§ MATERIALS PROVIDED
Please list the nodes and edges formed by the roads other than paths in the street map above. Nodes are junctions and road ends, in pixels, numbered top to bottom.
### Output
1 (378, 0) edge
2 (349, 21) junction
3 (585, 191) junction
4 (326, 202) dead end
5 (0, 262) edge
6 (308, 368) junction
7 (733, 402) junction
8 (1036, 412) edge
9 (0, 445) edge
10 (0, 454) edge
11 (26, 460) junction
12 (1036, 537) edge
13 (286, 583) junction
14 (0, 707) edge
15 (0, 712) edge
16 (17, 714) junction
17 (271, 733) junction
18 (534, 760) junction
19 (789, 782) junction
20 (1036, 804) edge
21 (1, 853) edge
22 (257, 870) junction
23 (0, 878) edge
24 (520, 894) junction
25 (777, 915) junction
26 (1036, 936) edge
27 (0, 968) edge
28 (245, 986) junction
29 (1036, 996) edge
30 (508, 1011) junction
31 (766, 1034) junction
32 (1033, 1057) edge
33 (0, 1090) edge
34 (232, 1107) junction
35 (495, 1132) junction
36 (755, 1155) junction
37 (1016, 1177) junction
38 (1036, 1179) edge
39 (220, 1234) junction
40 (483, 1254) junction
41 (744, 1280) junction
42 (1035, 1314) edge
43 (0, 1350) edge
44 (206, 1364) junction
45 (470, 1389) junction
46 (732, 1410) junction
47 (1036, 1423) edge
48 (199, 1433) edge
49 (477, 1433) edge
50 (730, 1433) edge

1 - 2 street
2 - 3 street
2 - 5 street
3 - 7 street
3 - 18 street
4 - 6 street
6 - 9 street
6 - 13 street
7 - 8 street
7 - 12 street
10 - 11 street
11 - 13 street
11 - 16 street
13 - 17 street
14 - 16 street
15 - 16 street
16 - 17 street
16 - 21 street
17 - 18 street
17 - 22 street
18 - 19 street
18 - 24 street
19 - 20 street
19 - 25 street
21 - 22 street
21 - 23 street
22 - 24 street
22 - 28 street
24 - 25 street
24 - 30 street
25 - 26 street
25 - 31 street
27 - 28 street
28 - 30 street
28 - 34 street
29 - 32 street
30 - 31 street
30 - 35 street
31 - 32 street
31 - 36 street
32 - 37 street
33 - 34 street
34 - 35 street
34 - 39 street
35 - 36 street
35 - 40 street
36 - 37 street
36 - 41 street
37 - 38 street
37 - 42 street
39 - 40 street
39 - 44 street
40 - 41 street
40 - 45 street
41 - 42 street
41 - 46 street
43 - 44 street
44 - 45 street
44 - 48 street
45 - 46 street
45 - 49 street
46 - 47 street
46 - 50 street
==
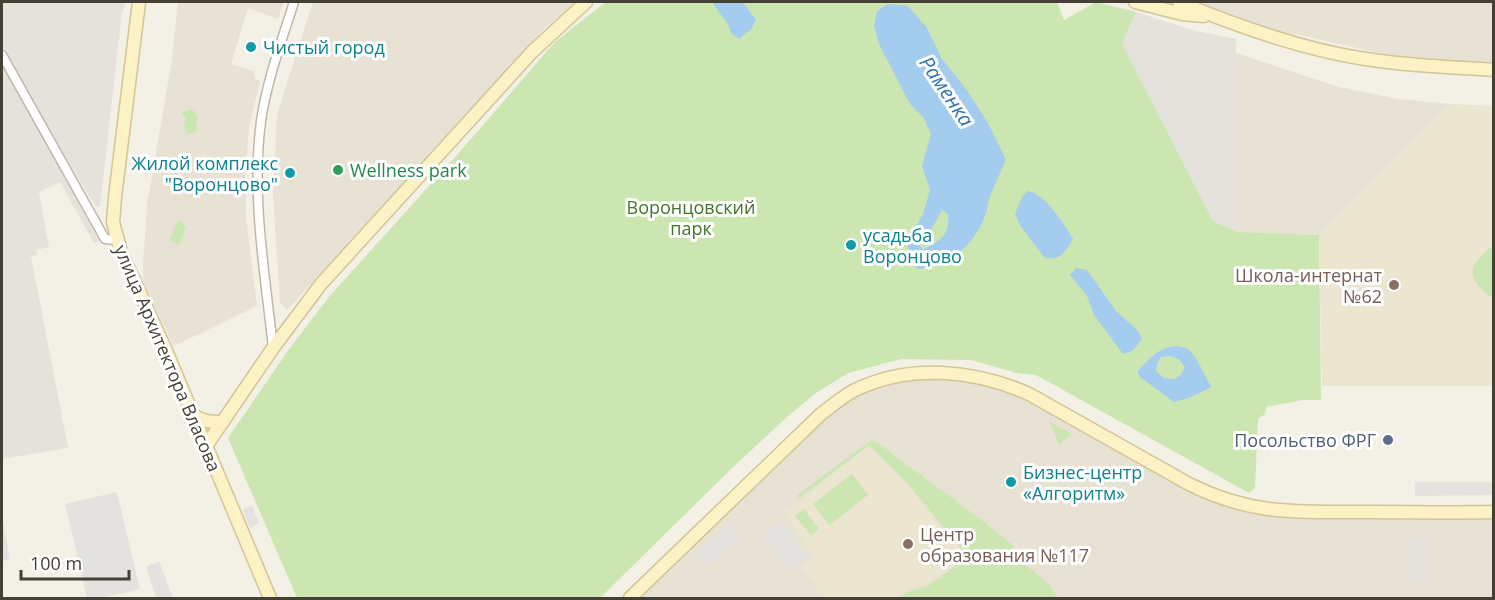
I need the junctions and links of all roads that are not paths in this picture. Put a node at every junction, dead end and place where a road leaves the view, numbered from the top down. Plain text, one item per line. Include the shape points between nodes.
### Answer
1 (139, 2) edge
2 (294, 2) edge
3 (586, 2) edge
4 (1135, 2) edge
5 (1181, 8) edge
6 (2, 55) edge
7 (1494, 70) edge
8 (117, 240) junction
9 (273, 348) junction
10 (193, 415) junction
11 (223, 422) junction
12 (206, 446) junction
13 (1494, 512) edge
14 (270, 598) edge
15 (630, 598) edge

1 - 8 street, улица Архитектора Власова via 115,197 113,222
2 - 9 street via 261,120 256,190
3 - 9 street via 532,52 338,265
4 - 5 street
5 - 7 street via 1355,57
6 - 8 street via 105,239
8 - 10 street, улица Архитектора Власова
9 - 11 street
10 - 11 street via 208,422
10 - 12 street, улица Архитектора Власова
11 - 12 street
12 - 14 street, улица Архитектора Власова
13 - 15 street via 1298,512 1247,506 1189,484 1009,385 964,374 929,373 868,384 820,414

§ WORK REQUEST
Copy all lines from the material that contain "junctions".

§ ANSWER TO THIS EXERCISE
Please list the nodes and edges formed by the roads other than paths in the street map above. Nodes are junctions and road ends, in pixels, numbered top to bottom.
I need the junctions and links of all roads that are not paths in this picture. Put a node at every junction, dead end and place where a road leaves the view, numbered from the top down. Plain text, one item per line. Include the shape points between nodes.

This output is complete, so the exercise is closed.